De repente, dos hormigas voladoras pasaron a toda pastilla, en plan Cessna, casi rozándonos la cabeza y tronchándose de risa.
—¡Estas obreras son más lentas que una tortuga!
—Tiene que ser un fastidio vivir sin alas.
—Sí, suerte que nosotros no somos hembras.
Krttx las miró furiosa y se puso a echar pestes:
—¡Machos! No sirven para nada.
Y yo pensé: «Esa frase también se oye a menudo entre las mujeres».
—Lo único que saben hacer es aparearse con la reina —continuó echando pestes Krttx.
Y yo pensé: «Esa frase no se oye tan a menudo entre las mujeres».

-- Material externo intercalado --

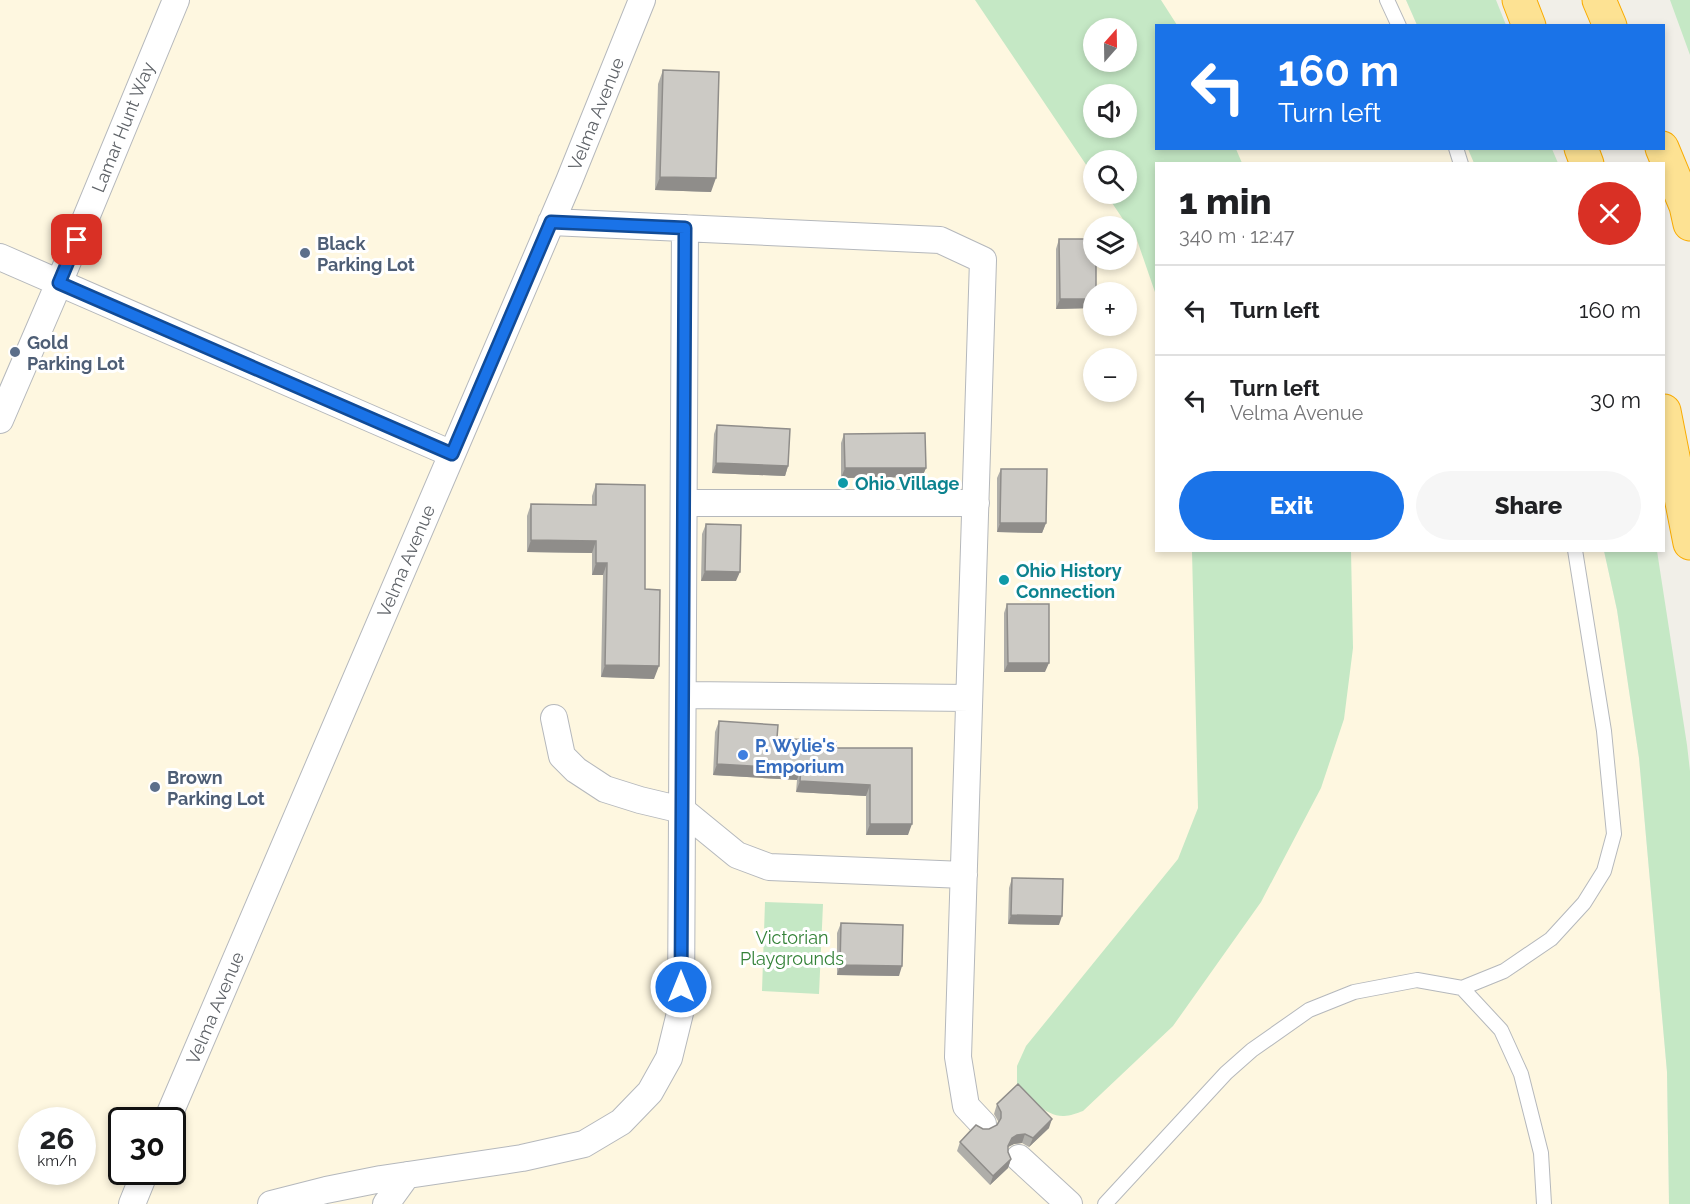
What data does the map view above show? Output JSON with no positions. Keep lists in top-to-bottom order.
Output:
{
  "streets": {
    "street": ["Velma Avenue", "Lamar Hunt Way"]
  },
  "parks": ["Victorian Playgrounds"],
  "places": [
    "Black Parking Lot",
    "Gold Parking Lot",
    "Ohio Village",
    "Ohio History Connection",
    "P. Wylie's Emporium",
    "Brown Parking Lot"
  ],
  "north": "top",
  "page": {
    "map_buttons": ["+", "−"],
    "turn": ["160 m", "Turn left"],
    "heading": ["1 min", "340 m · 12:47"],
    "list": [
      {
        "name": "Turn left",
        "value": "160 m"
      },
      {
        "name": "Turn left",
        "note": "Velma Avenue",
        "value": "30 m"
      }
    ],
    "buttons": ["Exit", "Share"],
    "speed": "26 km/h",
    "limit": "30"
  }
}
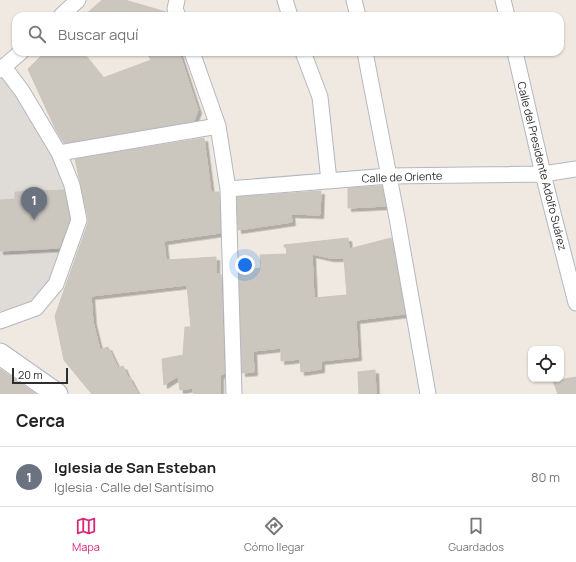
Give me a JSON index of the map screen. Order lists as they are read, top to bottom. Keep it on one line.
{"streets":{"street":["Calle del Presidente Adolfo Suárez","Calle de Oriente"]},"crossings":[["Calle del Presidente Adolfo Suárez","Calle de Oriente"]],"scale_bar":"20 m","page":{"search":"Buscar aquí","pins":"1","scale":"20 m","heading":"Cerca","list":[{"mark":"1","name":"Iglesia de San Esteban","note":"Iglesia · Calle del Santísimo","value":"80 m"}],"nav":["Mapa","Cómo llegar","Guardados"]}}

Seguí a las hormigas voladoras con la mirada. Estaba tan aturdida por tantos estímulos que ya ni oía las imprecaciones de Krttx. Lástima, porque entonces la habría oído decir «Muévete o te muerdo en el trasero».
—Auuu —grité, y volví a ponerme en movimiento.
Finalmente llegamos con nuestra carga de osito de goma a una montaña de alimentos, y observé que estaba compuesta de residuos de los humanos: restos de galletas por aquí, un pedacito de chocolate por allí, medio caramelo por allá. Ante aquella visión, no pude evitar preguntarme: «¿Pueden padecer diabetes las hormigas?». Cuando depositamos el trozo de osito de goma, estábamos todas destrozadas. Krttx nos llevó a nuestro lugar de descanso, en un hoyo cercano a la montaña de comida. La tropa entera se desplomó y comenzó a roncar. Excepto la hormiga joven con la que había hablado en el túnel.
—Soy Fss —dijo.
—Hola, Fss, yo soy Kim —respondí.
—Un nombre realmente ridículo —comentó con una risita.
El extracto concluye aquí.